Pack died in Salt Lake City on March 3 at the age of 86. No cause of death is mentioned in his official obituary, but friends said he had suffered from dementia in recent years.
“Gene was one of those people who just loved life, he loved other people, and he absolutely loved arts in every form,” said Mary Dickson, host of KUED’s community events program “Contact,” who knew Pack for more than 30 years. “He had become such an icon. He was a legend in this town, because you would see him at everything.”
Pack was host of KUER’s classical-music programming from 1960, when the station went on the air, to March 2001, when the station’s midday format was changed from classical music to all news and talk.
Maria O’Mara, KUER’s general manager, called Pack “an important part of the development of our station.” She noted that Pack had created an audience for the station long before KUER became a charter member of National Public Radio in 1971 with the introduction of “All Things Considered.”
O’Mara said Pack’s experience as an actor informed his radio job. “Radio is such an intimate medium, and he understood that. It was just innate in him,” O’Mara said.
O’Mara was an intern at KUER in 1993, and Pack “intimidated me just a bit,” she said. “He was this stately, goateed wise man with the deep broadcast voice. … [But] he was always very kind, generous with his time, and just very willing to be part of the team.”
On his final day as classical-music host on March 16, 2001, Pack played Haydn’s “Farewell” Symphony and broke down.
“I’m devastated, of course,” Pack said then. “It’s something I’ve done for 40 years, it’s been my identity, and it’s gone. One can only feel hollow.”
The format change was announced abruptly, and drew heavy criticism from loyal listeners. Pack stayed on at KUER as an arts reporter for about 15 months before retiring in the summer of 2002, a few weeks shy of his 70th birthday.
It was not a quiet retirement. Pack emceed the Gina Bachauer piano competition, narrated chamber concerts, and took part in productions and readings with Salt Lake Acting Company, The Grand Theatre and Utah Lyric Opera.
Acting was always one of Pack’s passions.

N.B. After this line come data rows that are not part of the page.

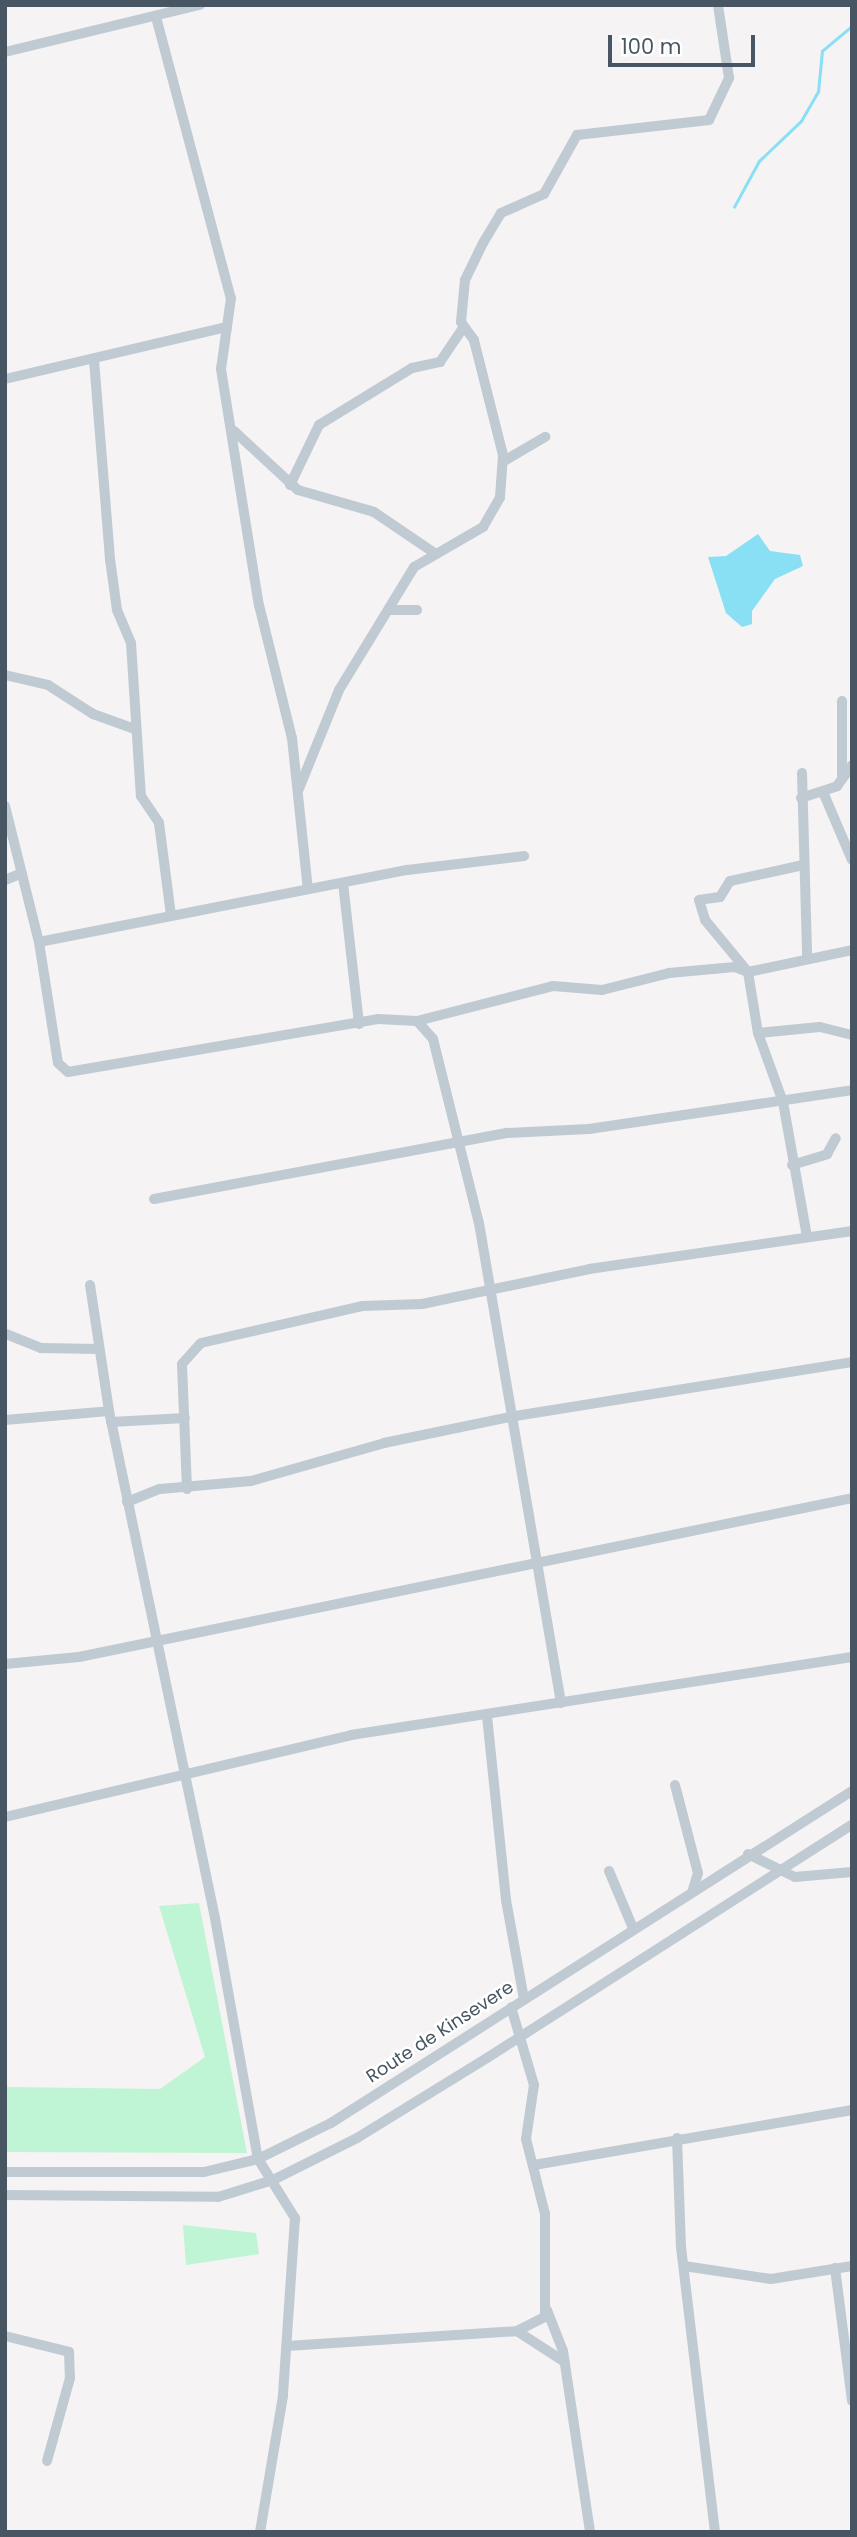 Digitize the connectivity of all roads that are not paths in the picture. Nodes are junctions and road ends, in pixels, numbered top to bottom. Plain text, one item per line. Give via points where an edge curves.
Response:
1 (200, 5) edge
2 (718, 5) edge
3 (156, 16) junction
4 (5, 51) edge
5 (227, 327) junction
6 (463, 328) junction
7 (94, 360) junction
8 (5, 379) edge
9 (234, 430) junction
10 (545, 437) dead end
11 (504, 461) junction
12 (290, 485) junction
13 (436, 554) junction
14 (389, 610) junction
15 (417, 610) dead end
16 (5, 674) edge
17 (842, 701) dead end
18 (135, 729) junction
19 (852, 765) edge
20 (803, 773) dead end
21 (842, 775) junction
22 (298, 791) junction
23 (823, 792) junction
24 (802, 798) junction
25 (5, 806) edge
26 (524, 856) dead end
27 (852, 860) edge
28 (803, 865) junction
29 (22, 873) junction
30 (5, 880) edge
31 (343, 883) junction
32 (308, 890) junction
33 (171, 915) junction
34 (39, 942) junction
35 (852, 950) edge
36 (807, 956) junction
37 (748, 972) junction
38 (417, 1021) junction
39 (359, 1024) junction
40 (758, 1034) junction
41 (852, 1035) edge
42 (852, 1090) edge
43 (783, 1102) junction
44 (836, 1139) dead end
45 (460, 1144) junction
46 (792, 1165) junction
47 (154, 1199) dead end
48 (852, 1231) edge
49 (807, 1237) junction
50 (90, 1285) dead end
51 (487, 1287) junction
52 (6, 1334) edge
53 (99, 1349) junction
54 (852, 1362) edge
55 (110, 1417) junction
56 (185, 1418) junction
57 (509, 1418) junction
58 (5, 1420) edge
59 (187, 1489) junction
60 (852, 1497) edge
61 (127, 1502) junction
62 (538, 1565) junction
63 (156, 1641) junction
64 (852, 1657) edge
65 (5, 1664) edge
66 (561, 1703) junction
67 (487, 1717) junction
68 (182, 1779) junction
69 (675, 1785) dead end
70 (852, 1791) edge
71 (5, 1817) edge
72 (852, 1825) edge
73 (748, 1854) junction
74 (609, 1871) dead end
75 (852, 1871) edge
76 (782, 1872) junction
77 (693, 1889) junction
78 (633, 1928) junction
79 (524, 1999) junction
80 (511, 2007) junction
81 (520, 2034) junction
82 (852, 2110) edge
83 (677, 2138) junction
84 (258, 2159) junction
85 (534, 2165) junction
86 (5, 2172) edge
87 (273, 2180) junction
88 (5, 2195) edge
89 (684, 2266) junction
90 (852, 2266) edge
91 (835, 2268) junction
92 (547, 2310) junction
93 (517, 2332) junction
94 (5, 2336) edge
95 (287, 2346) junction
96 (565, 2362) junction
97 (852, 2401) edge
98 (47, 2461) dead end
99 (260, 2532) edge
100 (590, 2532) edge
101 (715, 2532) edge

1 - 3 street
2 - 6 street via 729,78 709,120 573,138 544,194 497,217 465,280
3 - 4 street
3 - 5 street via 231,298
5 - 7 street
5 - 9 street via 221,369
6 - 11 street via 474,340
6 - 12 street via 440,362 412,368 319,425
7 - 8 street
7 - 18 street via 110,558 117,610 131,643
9 - 12 street
9 - 22 street via 260,605 292,738
10 - 11 street
11 - 13 street via 501,492 486,523
12 - 13 street via 384,516
13 - 14 street via 414,567
14 - 15 street
14 - 22 street via 339,690
16 - 18 street via 48,685 93,714
17 - 21 street
18 - 33 street via 141,796 159,823
19 - 21 street
20 - 24 street
21 - 23 street
22 - 32 street
23 - 24 street
23 - 27 street
24 - 28 street
25 - 29 street
26 - 31 street
28 - 36 street
28 - 37 street via 730,881 720,897 699,900 705,920
29 - 30 street
29 - 34 street
31 - 32 street
31 - 39 street
32 - 33 street
33 - 34 street
34 - 39 street via 58,1063 68,1072
35 - 36 street
36 - 37 street
37 - 38 street via 735,967 668,973 602,990 553,986
37 - 40 street
38 - 39 street
38 - 45 street via 444,1062
40 - 41 street via 820,1027
40 - 43 street
42 - 43 street
43 - 45 street via 589,1129 539,1128
43 - 46 street
44 - 46 street via 827,1154
45 - 47 street
45 - 51 street
46 - 49 street
48 - 49 street
49 - 51 street
50 - 53 street
51 - 56 street via 422,1304 362,1306 192,1348 182,1364
51 - 57 street
52 - 53 street via 41,1348
53 - 55 street
54 - 57 street
55 - 56 street
55 - 58 street
55 - 61 street
56 - 59 street
57 - 59 street via 384,1443 251,1481
57 - 62 street
59 - 61 street via 150,1490
60 - 62 street
61 - 63 street
62 - 63 street
62 - 66 street
63 - 65 street
63 - 68 street
64 - 66 street
66 - 67 street
67 - 68 street via 351,1735
67 - 79 street via 506,1900
68 - 71 street
68 - 84 street via 215,1918
69 - 77 street via 698,1873
70 - 73 street, Route de Kinsevere
72 - 76 street
73 - 76 street
73 - 77 street, Route de Kinsevere
74 - 78 street
75 - 76 street via 807,1877
76 - 81 street
77 - 78 street, Route de Kinsevere
78 - 79 street, Route de Kinsevere
79 - 80 street, Route de Kinsevere
80 - 81 street
80 - 84 street, Route de Kinsevere via 331,2123
81 - 85 street via 534,2085 526,2139
81 - 87 street via 357,2138
82 - 83 street
83 - 85 street
83 - 89 street
84 - 86 street, Route de Kinsevere via 204,2172
84 - 87 street
85 - 92 street via 545,2214
87 - 88 street via 218,2197
87 - 95 street via 295,2218
89 - 91 street via 771,2279
89 - 101 street
90 - 91 street
91 - 97 street
92 - 93 street via 539,2323
92 - 96 street
93 - 95 street
93 - 96 street
94 - 98 street via 69,2351 70,2378
95 - 99 street
96 - 100 street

In his younger days, Pack was involved in the alternative theater company Theater 138, which ran from 1966 to 1986. Dickson recalled Pack’s portrayal of Billy Flynn, the razzle-dazzle lawyer in the musical “Chicago,” as a highlight of his acting career.
When he wasn’t onstage, Dickson said, Pack was an avid audience member at theater productions and concerts. “He’s a real bon vivant,” Dickson said. “I can still hear that laugh of his.”

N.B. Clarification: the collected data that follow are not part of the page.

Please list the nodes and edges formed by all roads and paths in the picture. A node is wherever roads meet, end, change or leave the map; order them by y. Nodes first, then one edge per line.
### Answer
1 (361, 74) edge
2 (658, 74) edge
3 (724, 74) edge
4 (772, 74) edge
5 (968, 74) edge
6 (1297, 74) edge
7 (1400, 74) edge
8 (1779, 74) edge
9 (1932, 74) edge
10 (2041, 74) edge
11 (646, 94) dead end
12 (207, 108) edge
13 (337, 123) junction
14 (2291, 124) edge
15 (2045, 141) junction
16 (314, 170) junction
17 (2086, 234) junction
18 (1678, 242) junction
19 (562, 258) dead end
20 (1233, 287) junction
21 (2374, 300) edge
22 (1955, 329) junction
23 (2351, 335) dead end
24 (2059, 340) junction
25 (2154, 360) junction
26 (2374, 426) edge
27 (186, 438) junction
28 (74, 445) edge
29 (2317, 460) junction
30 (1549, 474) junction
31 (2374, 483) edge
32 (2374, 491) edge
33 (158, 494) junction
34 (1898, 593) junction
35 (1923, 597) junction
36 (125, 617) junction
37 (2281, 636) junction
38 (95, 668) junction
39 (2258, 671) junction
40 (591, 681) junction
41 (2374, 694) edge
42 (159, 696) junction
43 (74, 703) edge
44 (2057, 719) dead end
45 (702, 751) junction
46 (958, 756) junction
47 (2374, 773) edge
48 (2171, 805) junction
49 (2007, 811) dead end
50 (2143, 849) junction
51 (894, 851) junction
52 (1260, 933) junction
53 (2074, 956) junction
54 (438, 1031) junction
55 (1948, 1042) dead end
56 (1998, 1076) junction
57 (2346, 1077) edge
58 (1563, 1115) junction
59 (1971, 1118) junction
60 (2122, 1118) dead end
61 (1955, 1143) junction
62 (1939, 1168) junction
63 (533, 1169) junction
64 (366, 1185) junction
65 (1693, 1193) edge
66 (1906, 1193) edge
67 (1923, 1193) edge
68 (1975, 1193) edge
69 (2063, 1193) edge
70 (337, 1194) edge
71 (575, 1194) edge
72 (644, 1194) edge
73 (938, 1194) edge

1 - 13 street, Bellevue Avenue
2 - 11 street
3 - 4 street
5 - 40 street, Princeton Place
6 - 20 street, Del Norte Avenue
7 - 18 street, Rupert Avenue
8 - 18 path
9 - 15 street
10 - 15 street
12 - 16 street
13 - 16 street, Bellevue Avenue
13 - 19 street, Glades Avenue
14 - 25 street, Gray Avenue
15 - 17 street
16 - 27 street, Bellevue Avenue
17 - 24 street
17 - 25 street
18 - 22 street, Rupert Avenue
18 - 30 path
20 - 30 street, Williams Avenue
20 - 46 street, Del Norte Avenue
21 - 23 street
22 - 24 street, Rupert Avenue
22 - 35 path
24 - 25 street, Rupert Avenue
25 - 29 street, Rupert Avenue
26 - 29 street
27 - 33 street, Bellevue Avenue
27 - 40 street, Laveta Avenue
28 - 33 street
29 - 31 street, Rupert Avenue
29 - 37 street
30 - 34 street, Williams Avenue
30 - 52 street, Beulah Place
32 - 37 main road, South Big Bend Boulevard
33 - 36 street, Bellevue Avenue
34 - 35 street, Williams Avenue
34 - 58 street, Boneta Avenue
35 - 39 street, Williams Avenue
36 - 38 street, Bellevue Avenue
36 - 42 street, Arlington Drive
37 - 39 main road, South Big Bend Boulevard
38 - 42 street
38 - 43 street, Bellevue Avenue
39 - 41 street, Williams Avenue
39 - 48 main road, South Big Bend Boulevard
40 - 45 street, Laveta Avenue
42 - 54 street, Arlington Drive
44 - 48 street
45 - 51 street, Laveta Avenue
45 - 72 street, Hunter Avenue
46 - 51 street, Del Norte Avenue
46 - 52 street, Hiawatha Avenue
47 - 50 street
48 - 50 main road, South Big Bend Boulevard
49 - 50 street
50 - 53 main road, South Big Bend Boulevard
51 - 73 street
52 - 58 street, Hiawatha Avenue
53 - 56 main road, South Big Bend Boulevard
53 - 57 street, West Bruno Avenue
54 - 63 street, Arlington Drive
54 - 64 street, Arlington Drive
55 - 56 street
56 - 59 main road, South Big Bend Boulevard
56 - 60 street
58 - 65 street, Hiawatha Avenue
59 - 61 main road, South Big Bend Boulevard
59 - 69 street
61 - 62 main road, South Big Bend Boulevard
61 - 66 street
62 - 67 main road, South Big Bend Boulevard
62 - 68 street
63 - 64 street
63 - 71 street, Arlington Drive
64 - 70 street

Eugene Grant Pack II was born July 29, 1932, in Salt Lake City, to parents Eugene Grant Pack and Lucile Clara (Payne) Pack. He starred in a play at Kingsbury Hall at age 12, and joined his high school’s radio club. He received a bachelor’s of fine arts degree from the University of Utah.

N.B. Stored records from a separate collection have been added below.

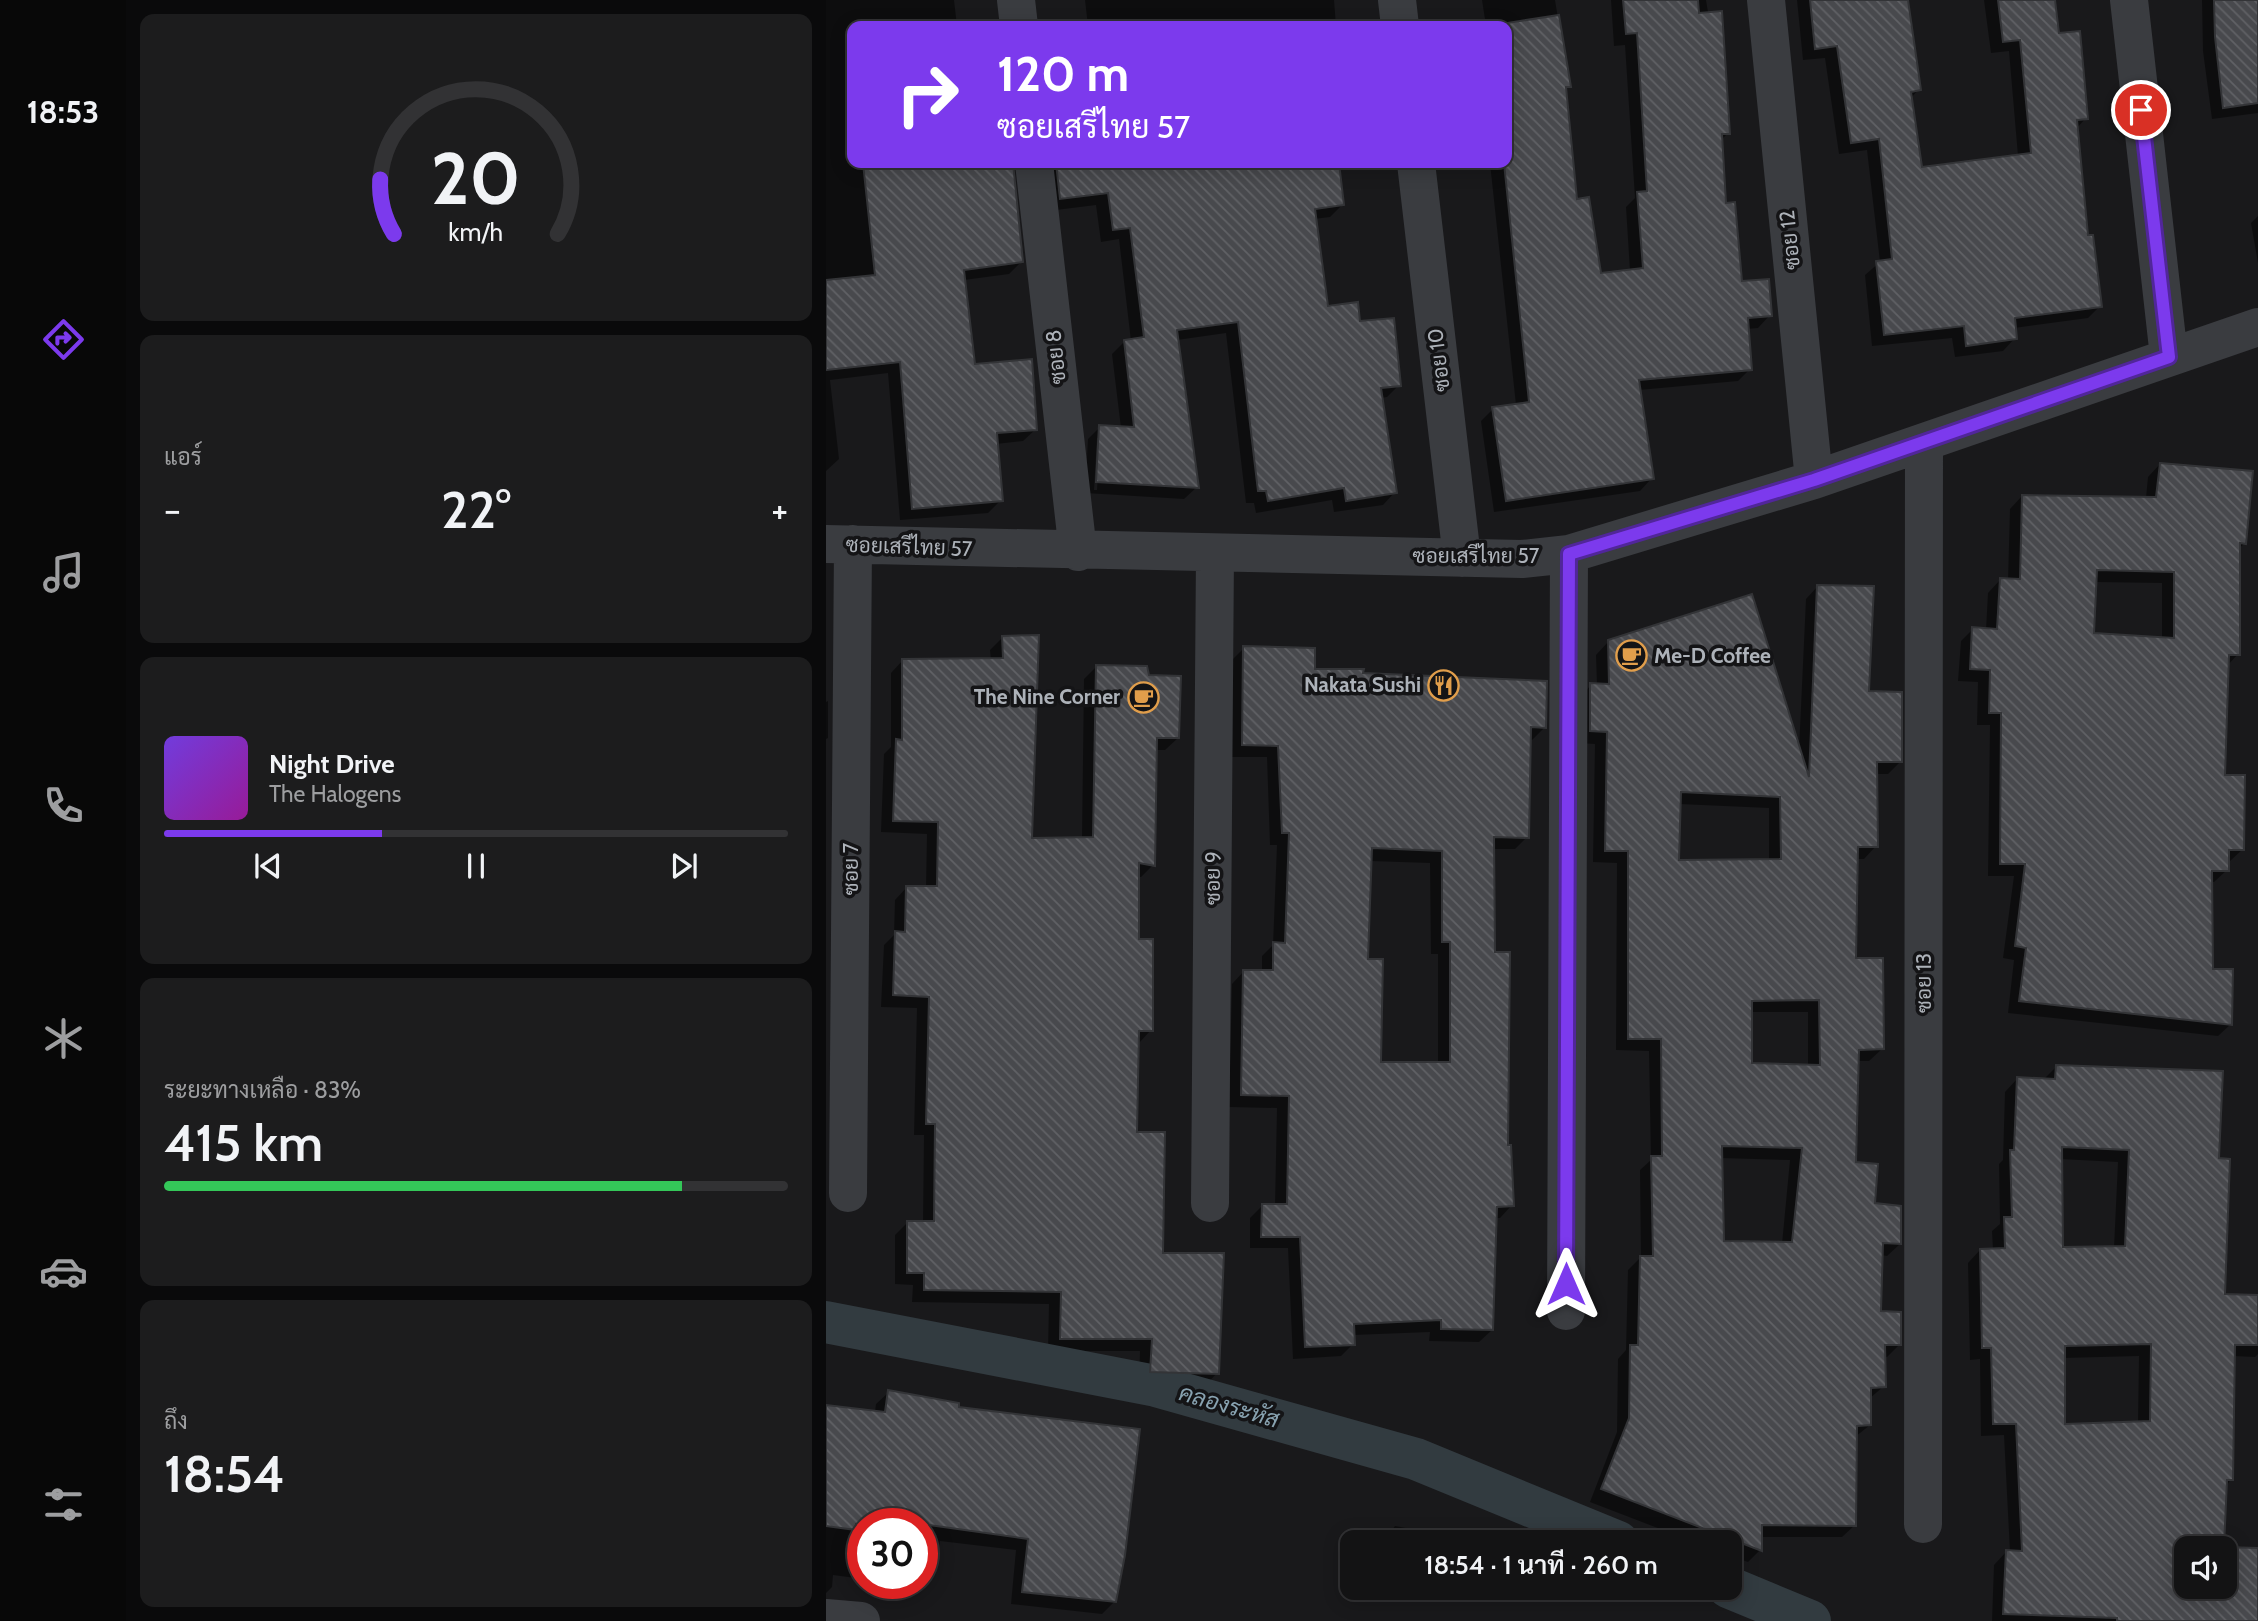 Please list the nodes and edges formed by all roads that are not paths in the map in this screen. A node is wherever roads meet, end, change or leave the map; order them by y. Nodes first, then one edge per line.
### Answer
1 (1016, 0) edge
2 (1397, 0) edge
3 (1766, 0) edge
4 (2129, 0) edge
5 (1018, 21) edge
6 (1399, 21) edge
7 (1035, 168) edge
8 (1417, 168) edge
9 (2258, 327) edge
10 (2169, 357) junction
11 (1924, 442) junction
12 (1814, 480) junction
13 (840, 544) edge
14 (1078, 552) junction
15 (1215, 553) junction
16 (1569, 554) junction
17 (1462, 558) junction
18 (848, 1193) dead end
19 (1210, 1203) dead end
20 (1566, 1311) dead end
21 (1923, 1524) dead end
22 (826, 1618) edge
23 (861, 1621) edge

1 - 5 street
2 - 6 street
3 - 12 street, ซอย 12
4 - 10 street
7 - 14 street, ซอย 8
8 - 17 street, ซอย 10
9 - 10 street, ซอยเสรีไทย 57
10 - 11 street, ซอยเสรีไทย 57
11 - 12 street, ซอยเสรีไทย 57
11 - 21 street, ซอย 13
12 - 16 street, ซอยเสรีไทย 57
13 - 14 street, ซอยเสรีไทย 57
13 - 18 street, ซอย 7
14 - 15 street, ซอยเสรีไทย 57
15 - 17 street, ซอยเสรีไทย 57
15 - 19 street, ซอย 9
16 - 17 street, ซอยเสรีไทย 57
16 - 20 street
22 - 23 street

Pack never married. He is survived by his brother, Dennis Pack, and Dennis’ wife Carol, of Winona, Minn., as well as two nephews, two grand-nieces, a grand-nephew and several cousins.
No funeral is planned, in keeping with Pack’s wishes. A memorial service to celebrate his life is planned, but no date has been set. People are asked to send memorials to Utah Symphony | Utah Opera.